## RECORDS PROVIDED:
▼▼▼

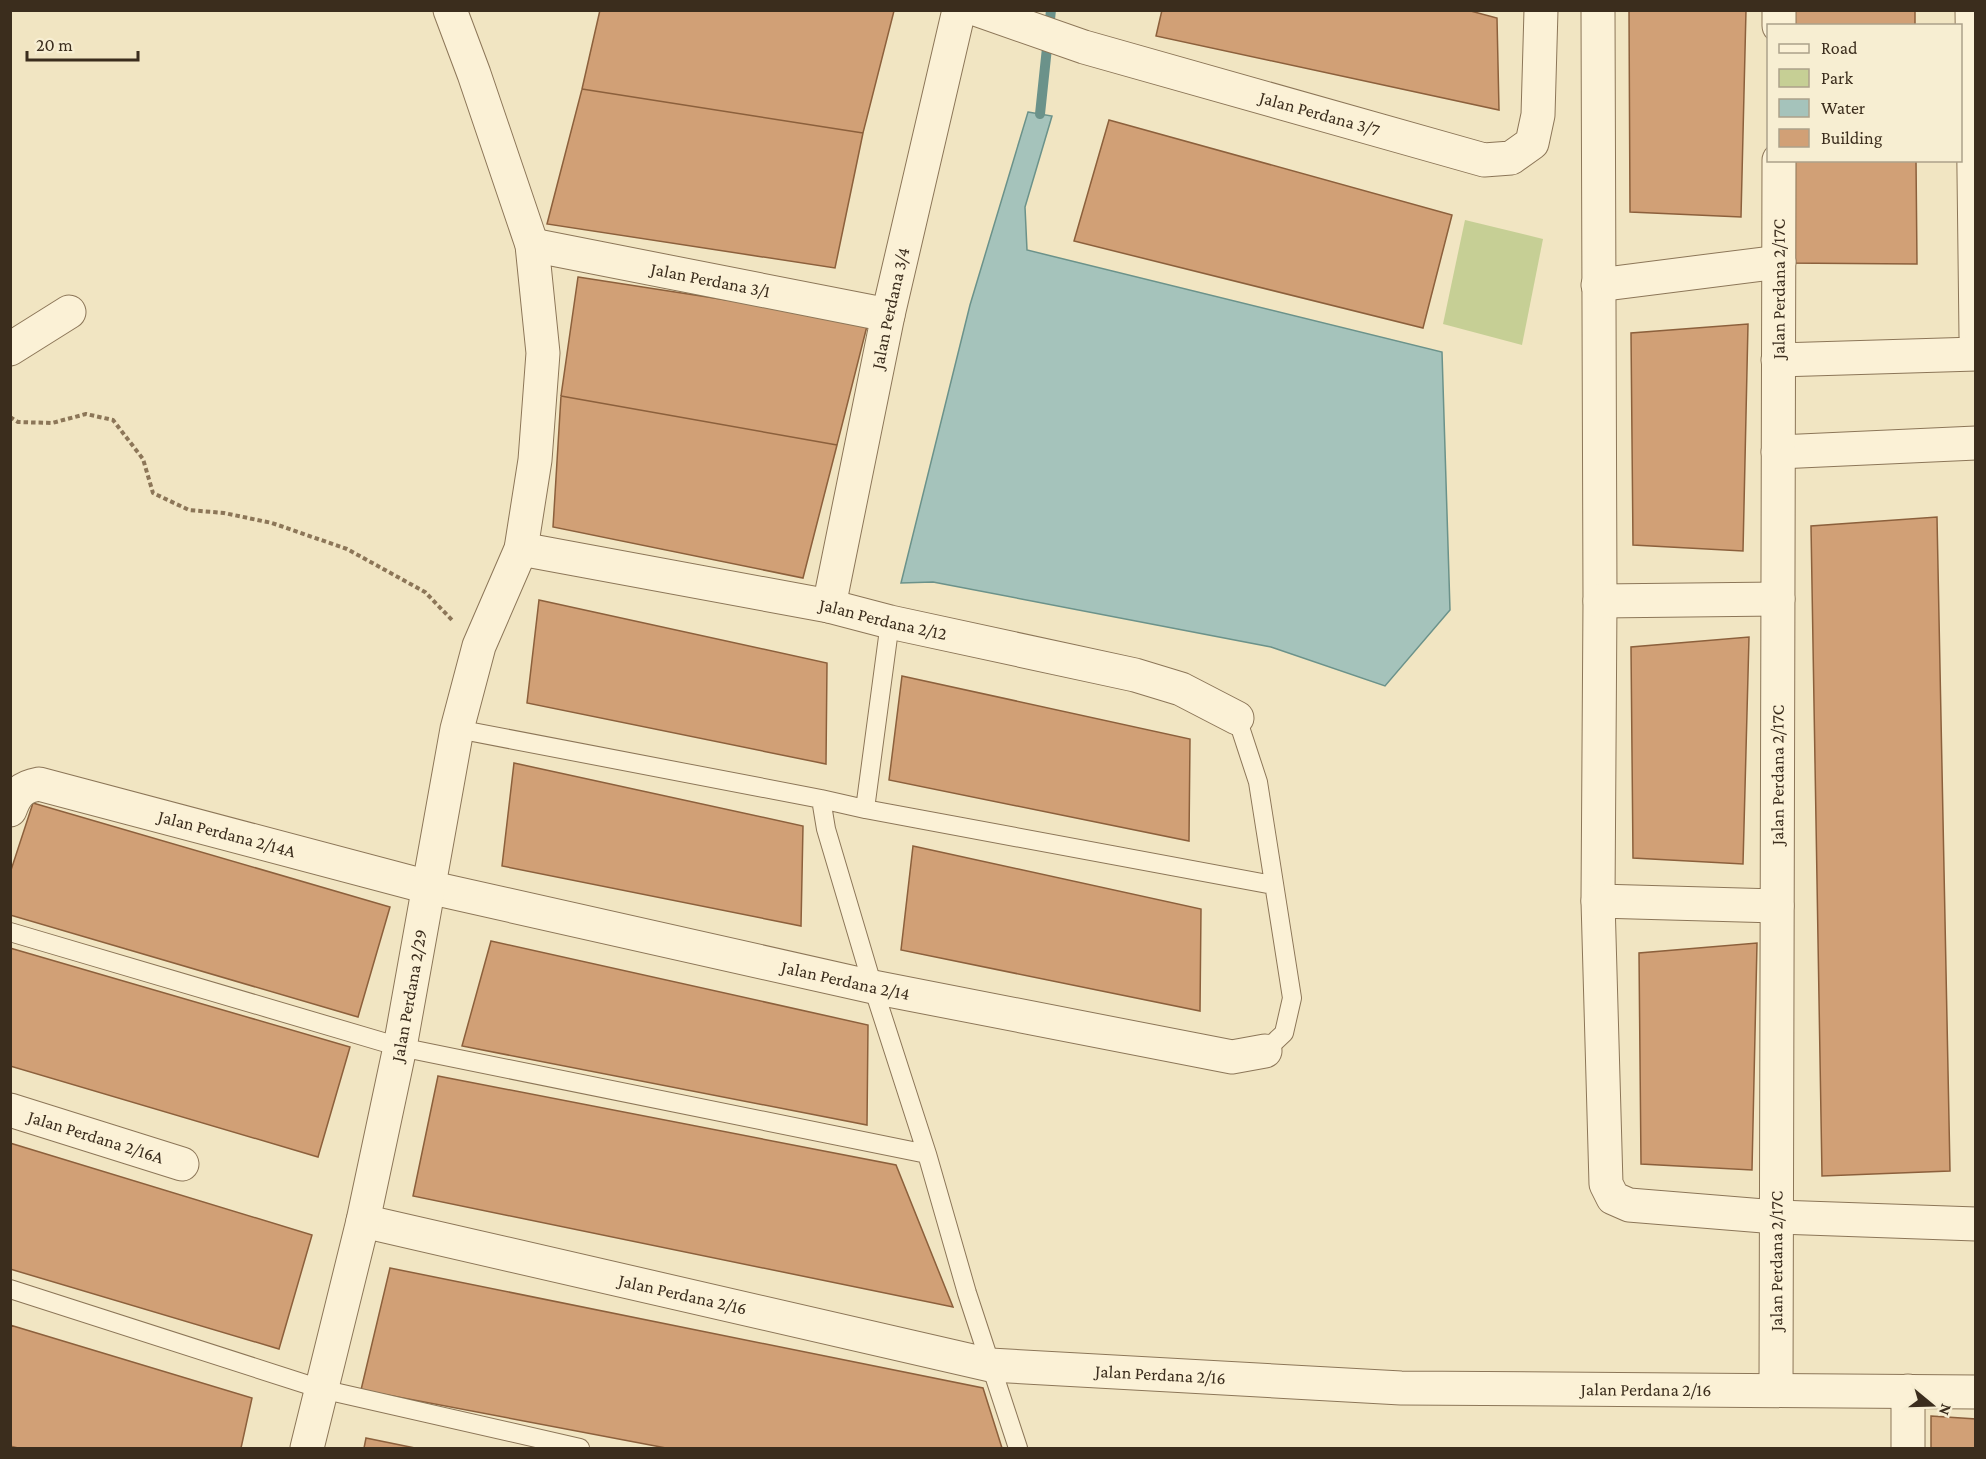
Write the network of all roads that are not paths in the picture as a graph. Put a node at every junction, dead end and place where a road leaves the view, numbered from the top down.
1 (450, 10) edge
2 (959, 10) edge
3 (978, 10) edge
4 (1598, 10) edge
5 (1972, 10) edge
6 (1536, 12) edge
7 (1779, 162) edge
8 (532, 245) junction
9 (1779, 262) junction
10 (1599, 285) junction
11 (69, 312) dead end
12 (888, 315) junction
13 (1976, 336) edge
14 (10, 348) edge
15 (1976, 354) edge
16 (1778, 360) junction
17 (1976, 443) edge
18 (1778, 452) junction
19 (520, 549) junction
20 (1778, 599) junction
21 (1600, 601) junction
22 (829, 606) junction
23 (891, 622) junction
24 (1237, 718) joint
25 (457, 729) junction
26 (18, 798) edge
27 (821, 799) junction
28 (865, 809) junction
29 (1273, 885) junction
30 (428, 887) junction
31 (1598, 901) junction
32 (1777, 906) junction
33 (10, 932) edge
34 (873, 987) junction
35 (400, 1047) junction
36 (1265, 1051) joint
37 (10, 1110) edge
38 (927, 1154) junction
39 (182, 1164) dead end
40 (1776, 1217) junction
41 (363, 1221) junction
42 (1976, 1224) edge
43 (10, 1289) edge
44 (990, 1365) junction
45 (321, 1389) junction
46 (1776, 1390) junction
47 (1908, 1391) junction
48 (1976, 1392) edge
49 (307, 1449) edge
50 (580, 1449) edge
51 (1018, 1449) edge
52 (1908, 1449) edge

1 - 8 street
2 - 12 street, Jalan Perdana 3/4
3 - 6 street, Jalan Perdana 3/7
4 - 10 street
5 - 13 street
7 - 9 street, Jalan Perdana 2/17C
8 - 12 street, Jalan Perdana 3/1
8 - 19 street
9 - 10 street
9 - 16 street, Jalan Perdana 2/17C
10 - 21 street
11 - 14 street
12 - 22 street, Jalan Perdana 3/4
15 - 16 street
16 - 18 street, Jalan Perdana 2/17C
17 - 18 street
18 - 20 street, Jalan Perdana 2/17C
19 - 22 street, Jalan Perdana 2/12
19 - 25 street, Jalan Perdana 2/29
20 - 21 street
20 - 32 street, Jalan Perdana 2/17C
21 - 31 street
22 - 23 street, Jalan Perdana 2/12
23 - 24 street, Jalan Perdana 2/12
23 - 28 lane
24 - 29 lane
25 - 27 lane
25 - 30 street, Jalan Perdana 2/29
26 - 30 street, Jalan Perdana 2/14A
27 - 28 lane
27 - 34 lane
28 - 29 lane
29 - 36 lane
30 - 34 street, Jalan Perdana 2/14
30 - 35 street, Jalan Perdana 2/29
31 - 32 street
31 - 40 street
32 - 40 street, Jalan Perdana 2/17C
33 - 35 lane
34 - 36 street, Jalan Perdana 2/14
34 - 38 lane
35 - 38 lane
35 - 41 street, Jalan Perdana 2/29
37 - 39 street, Jalan Perdana 2/16A
38 - 44 lane
40 - 42 street
40 - 46 street, Jalan Perdana 2/17C
41 - 44 street, Jalan Perdana 2/16
41 - 45 street, Jalan Perdana 2/29
43 - 45 lane
44 - 46 street, Jalan Perdana 2/16
44 - 51 lane
45 - 49 street, Jalan Perdana 2/29
45 - 50 lane
46 - 47 street, Jalan Perdana 2/16
47 - 48 street, Jalan Perdana 2/16
47 - 52 street

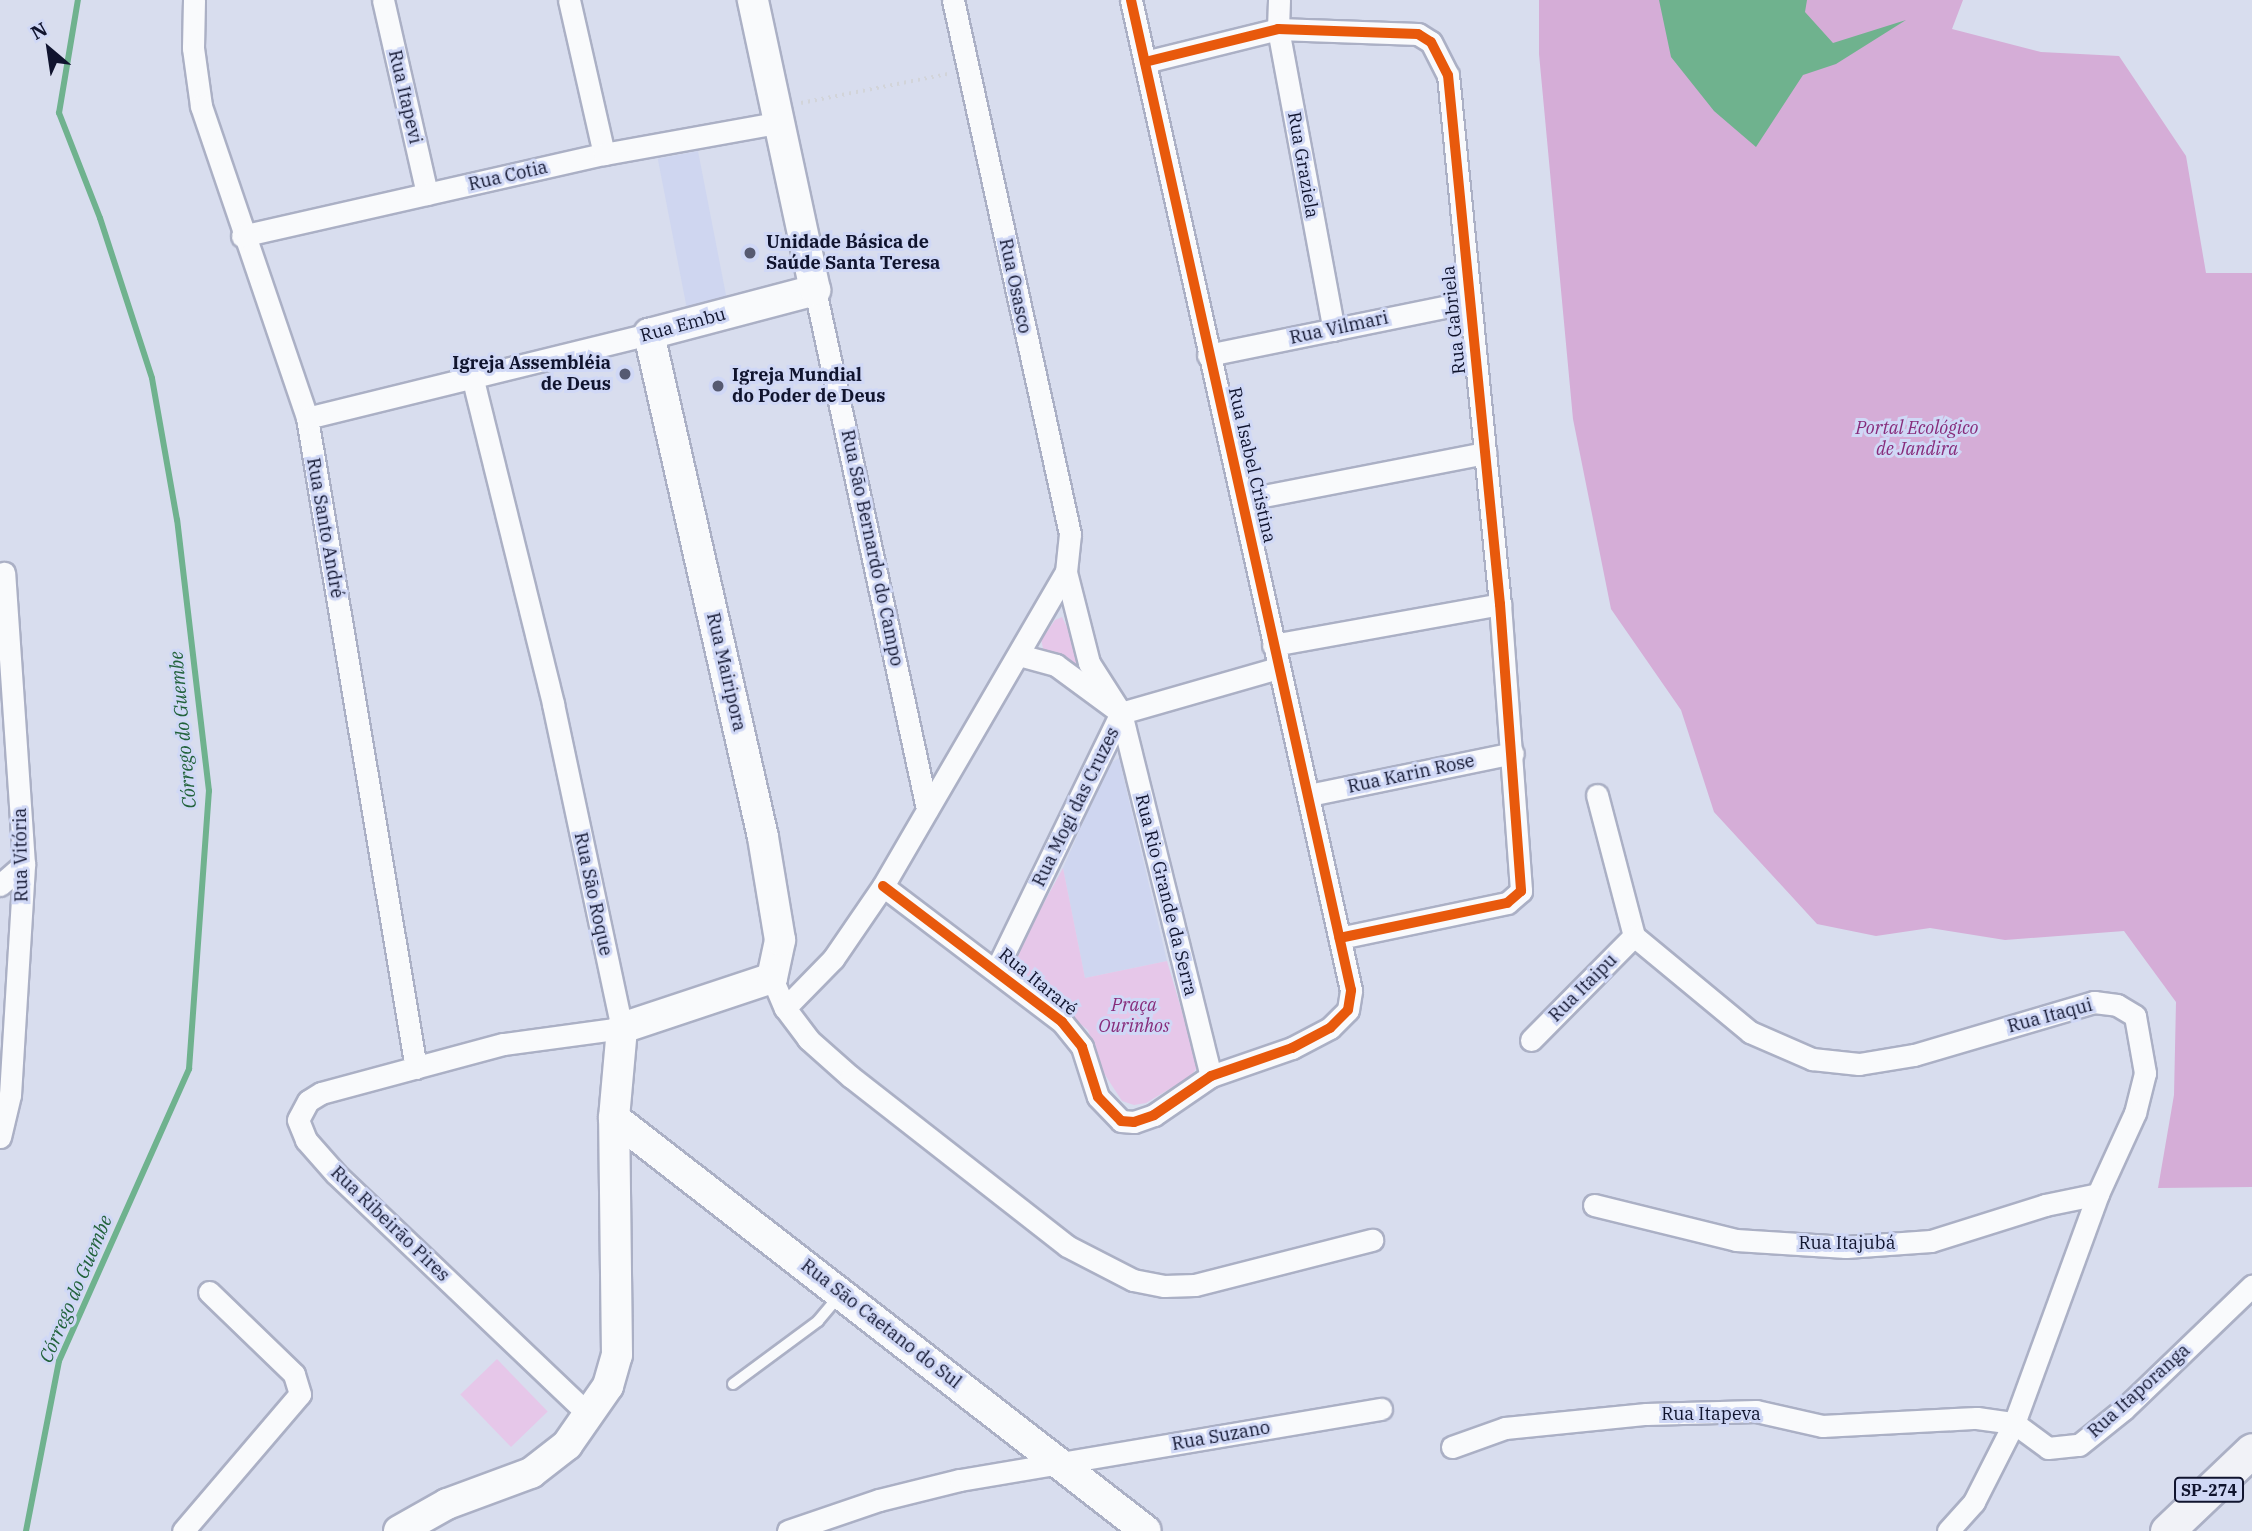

▲▲▲

## WHAT IS NEEDED:
From the first line to the last, write out the data exactly, dropping any pictures.

## SOLUTION FOR THIS PROBLEM:
Write the network of all roads that are not paths in the picture as a graph. Put a node at every junction, dead end and place where a road leaves the view, numbered from the top down.
1 (450, 10) edge
2 (959, 10) edge
3 (978, 10) edge
4 (1598, 10) edge
5 (1972, 10) edge
6 (1536, 12) edge
7 (1779, 162) edge
8 (532, 245) junction
9 (1779, 262) junction
10 (1599, 285) junction
11 (69, 312) dead end
12 (888, 315) junction
13 (1976, 336) edge
14 (10, 348) edge
15 (1976, 354) edge
16 (1778, 360) junction
17 (1976, 443) edge
18 (1778, 452) junction
19 (520, 549) junction
20 (1778, 599) junction
21 (1600, 601) junction
22 (829, 606) junction
23 (891, 622) junction
24 (1237, 718) joint
25 (457, 729) junction
26 (18, 798) edge
27 (821, 799) junction
28 (865, 809) junction
29 (1273, 885) junction
30 (428, 887) junction
31 (1598, 901) junction
32 (1777, 906) junction
33 (10, 932) edge
34 (873, 987) junction
35 (400, 1047) junction
36 (1265, 1051) joint
37 (10, 1110) edge
38 (927, 1154) junction
39 (182, 1164) dead end
40 (1776, 1217) junction
41 (363, 1221) junction
42 (1976, 1224) edge
43 (10, 1289) edge
44 (990, 1365) junction
45 (321, 1389) junction
46 (1776, 1390) junction
47 (1908, 1391) junction
48 (1976, 1392) edge
49 (307, 1449) edge
50 (580, 1449) edge
51 (1018, 1449) edge
52 (1908, 1449) edge

1 - 8 street
2 - 12 street, Jalan Perdana 3/4
3 - 6 street, Jalan Perdana 3/7
4 - 10 street
5 - 13 street
7 - 9 street, Jalan Perdana 2/17C
8 - 12 street, Jalan Perdana 3/1
8 - 19 street
9 - 10 street
9 - 16 street, Jalan Perdana 2/17C
10 - 21 street
11 - 14 street
12 - 22 street, Jalan Perdana 3/4
15 - 16 street
16 - 18 street, Jalan Perdana 2/17C
17 - 18 street
18 - 20 street, Jalan Perdana 2/17C
19 - 22 street, Jalan Perdana 2/12
19 - 25 street, Jalan Perdana 2/29
20 - 21 street
20 - 32 street, Jalan Perdana 2/17C
21 - 31 street
22 - 23 street, Jalan Perdana 2/12
23 - 24 street, Jalan Perdana 2/12
23 - 28 lane
24 - 29 lane
25 - 27 lane
25 - 30 street, Jalan Perdana 2/29
26 - 30 street, Jalan Perdana 2/14A
27 - 28 lane
27 - 34 lane
28 - 29 lane
29 - 36 lane
30 - 34 street, Jalan Perdana 2/14
30 - 35 street, Jalan Perdana 2/29
31 - 32 street
31 - 40 street
32 - 40 street, Jalan Perdana 2/17C
33 - 35 lane
34 - 36 street, Jalan Perdana 2/14
34 - 38 lane
35 - 38 lane
35 - 41 street, Jalan Perdana 2/29
37 - 39 street, Jalan Perdana 2/16A
38 - 44 lane
40 - 42 street
40 - 46 street, Jalan Perdana 2/17C
41 - 44 street, Jalan Perdana 2/16
41 - 45 street, Jalan Perdana 2/29
43 - 45 lane
44 - 46 street, Jalan Perdana 2/16
44 - 51 lane
45 - 49 street, Jalan Perdana 2/29
45 - 50 lane
46 - 47 street, Jalan Perdana 2/16
47 - 48 street, Jalan Perdana 2/16
47 - 52 street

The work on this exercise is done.